Last Dance is a 1996 crime drama thriller film directed by Bruce Beresford and starring Sharon Stone, Rob Morrow, Randy Quaid and Peter Gallagher.

Plot
Cindy Liggett (Sharon Stone) is waiting on death row for a brutal double murder she committed in her teens, 12 years earlier. Clemency lawyer Rick Hayes (Rob Morrow) tries to save her, based on the argument that she was under the influence of crack cocaine when she committed the crime of which she was found guilty and that she is no longer the same person she had been at the time of the murder. However, her death sentence is carried out. The films ends with Rick on a trip to India after Cindy's execution.

Cast
 Sharon Stone as Cindy Liggett
 Rob Morrow as Rick Hayes
 Randy Quaid as Sam Burns
 Peter Gallagher as John Hayes
 Jack Thompson as The Governor
 Jayne Brook as Jill
 Pamala Tyson as Linda, Legal Aid Attorney
 Skeet Ulrich as Billy Liggett
 Don Harvey as Doug
 Diane Sellers as Inmate Reggie
 Patricia French as Guard Frances
 Ralph Wilcox as Warden Rice
 Buck Ford as District Attorney Rusk
 Dave Hager as Detective Vollo
 Christine Cattell as Louise
 Peg Allen as Helen
 Charles S. Dutton (uncredited) as John Henry Reese

Production
Last Dance was filmed in Nashville.

Critical reception
The film was largely ignored at the box office, and suffered in comparison to the 1995 film Dead Man Walking, which was an Academy Award-winning drama whose treatment of the death penalty theme was still fresh in the minds of audiences.

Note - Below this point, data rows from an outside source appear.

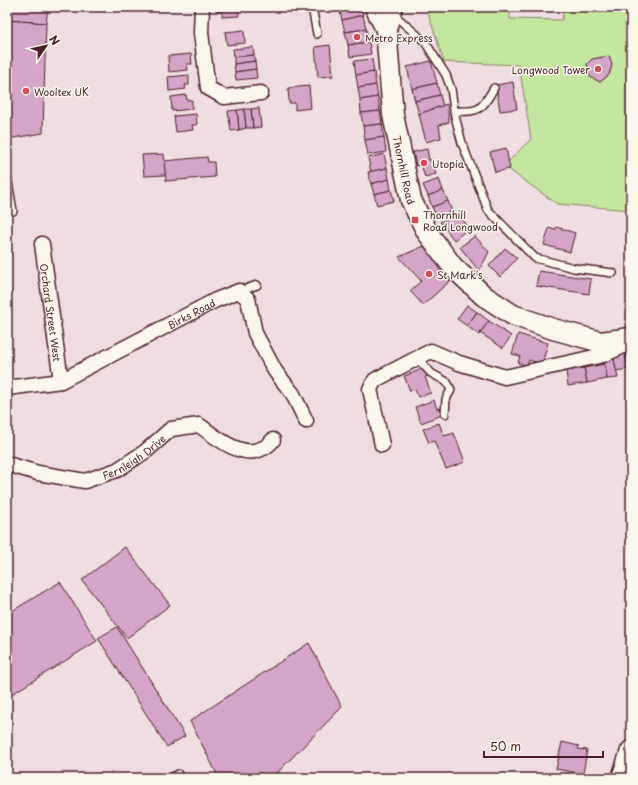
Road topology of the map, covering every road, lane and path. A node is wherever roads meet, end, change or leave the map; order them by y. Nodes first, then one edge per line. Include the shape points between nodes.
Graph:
1 (202, 7) edge
2 (312, 7) edge
3 (388, 12) edge
4 (317, 34) dead end
5 (494, 88) dead end
6 (261, 93) dead end
7 (454, 111) junction
8 (7, 176) edge
9 (7, 211) edge
10 (42, 244) dead end
11 (613, 273) dead end
12 (257, 286) dead end
13 (239, 291) junction
14 (631, 338) edge
15 (631, 342) edge
16 (417, 358) junction
17 (62, 381) junction
18 (7, 388) edge
19 (445, 414) dead end
20 (306, 421) dead end
21 (273, 440) dead end
22 (382, 445) dead end
23 (7, 464) edge
24 (631, 751) edge
25 (622, 778) edge

1 - 6 street via 201,33 208,88 224,97
2 - 4 lane
3 - 7 lane via 425,42 446,75
3 - 14 street, Thornhill Road via 393,115 411,200 427,232 453,267 484,296 513,315 601,342
5 - 7 lane via 477,111
7 - 11 lane via 462,143 488,210 535,258 574,268
8 - 9 lane via 13,211
10 - 17 street, Orchard Street West
12 - 13 lane
13 - 17 street, Birks Road via 193,311
13 - 20 street via 248,299 258,339 275,371 294,394
15 - 16 street via 603,356 506,377 459,363 431,351
16 - 19 lane via 431,373 447,382 450,390 446,399
16 - 22 street via 375,380 370,389
17 - 18 street, Birks Road
21 - 23 street, Fernleigh Drive via 263,449 242,451 219,440 199,425 171,429 146,451 117,470 85,481 38,473
24 - 25 street

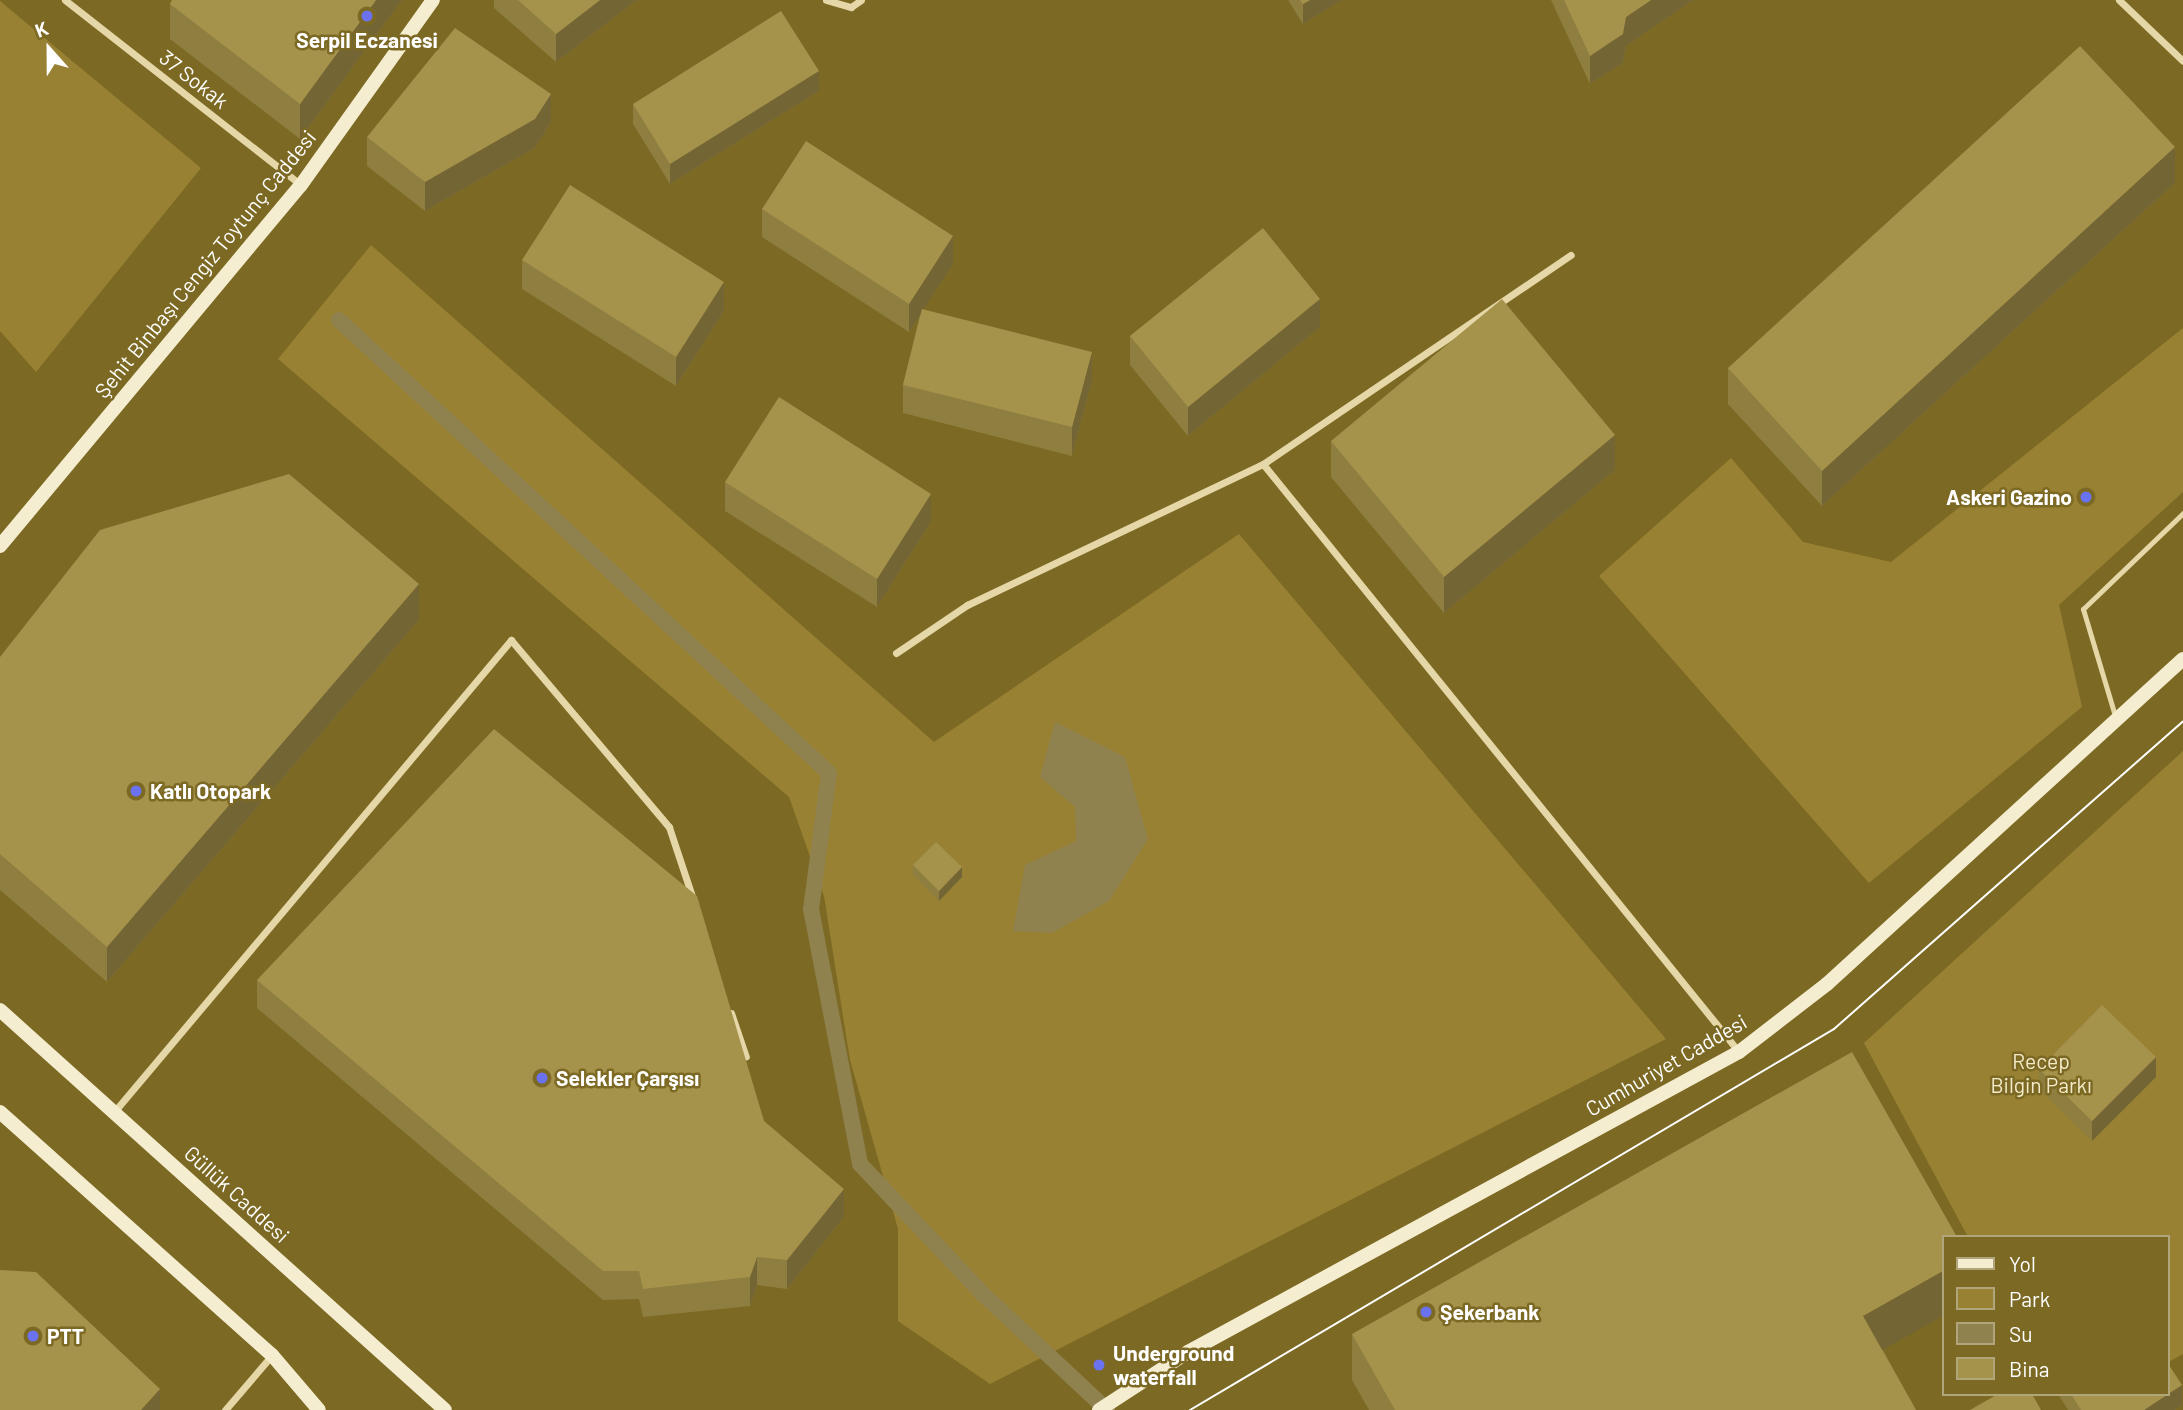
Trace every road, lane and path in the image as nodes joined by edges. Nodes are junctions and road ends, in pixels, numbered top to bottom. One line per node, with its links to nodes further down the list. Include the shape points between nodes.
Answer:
1 (65, 0): 7 (street, 37 Sokak)
2 (433, 0): 7 (main road, Şehit Binbaşı Cengiz Toytunç Caddesi)
3 (826, 0): 4 (street, via 851,6)
4 (861, 0)
5 (2119, 0): 6 (street)
6 (2183, 61)
7 (301, 185): 11 (main road, Şehit Binbaşı Cengiz Toytunç Caddesi)
8 (1570, 255): 9 (street)
9 (1263, 464): 12 (street, via 967,605); 18 (street)
10 (2183, 513): 14 (lane, via 2083,609)
11 (0, 546)
12 (895, 653)
13 (2183, 659): 14 (main road, Cumhuriyet Caddesi)
14 (2116, 719): 18 (main road, Cumhuriyet Caddesi, via 1828,984)
15 (699, 917): 21 (street, via 669,827 511,640)
16 (729, 1006): 19 (street)
17 (0, 1010): 21 (main road, Güllük Caddesi)
18 (1739, 1052): 26 (main road, Cumhuriyet Caddesi, via 1157,1374)
19 (746, 1058)
20 (0, 1112): 22 (main road)
21 (114, 1112): 25 (main road, Güllük Caddesi)
22 (272, 1355): 23 (street); 24 (main road)
23 (225, 1410)
24 (319, 1410)
25 (445, 1410)
26 (1100, 1410)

Last Dance received negative reviews from critics. It currently holds a 30% rating on Rotten Tomatoes based on 23 reviews, with an average rating of 5.2/10. Sharon Stone was nominated for a Razzie Award for Worst New Star (as the new serious Sharon Stone) for this film and Diabolique, where she lost to Pamela Anderson for Barb Wire.

Roger Ebert of the Chicago Sun-Times felt the film handled "potentially powerful material thoughtfully" and made a "good showcase for Stone". However, he pointed out that the film suffered from the "inescapable misfortune" of being following too soon after the "unquestioned masterpiece" of Dead Man Walking. In comparison, Ebert felt Last Dance "comes across as earnest but unoriginal". James Berardinelli of ReelViews also felt Dead Man Walking was "far superior". He felt Last Dance was a "less compelling tale" and "a little too safe", with "a little too much manipulation and melodrama". He praised Stone as giving the "most impressive performance of a rather lackluster career", but criticized Morrow as "leav[ing] something to be desired". He concluded that Last Dance is "perfectly watchable, and even worth a marginal recommendation, [but] in comparison to Dead Man Walking, it feels diluted."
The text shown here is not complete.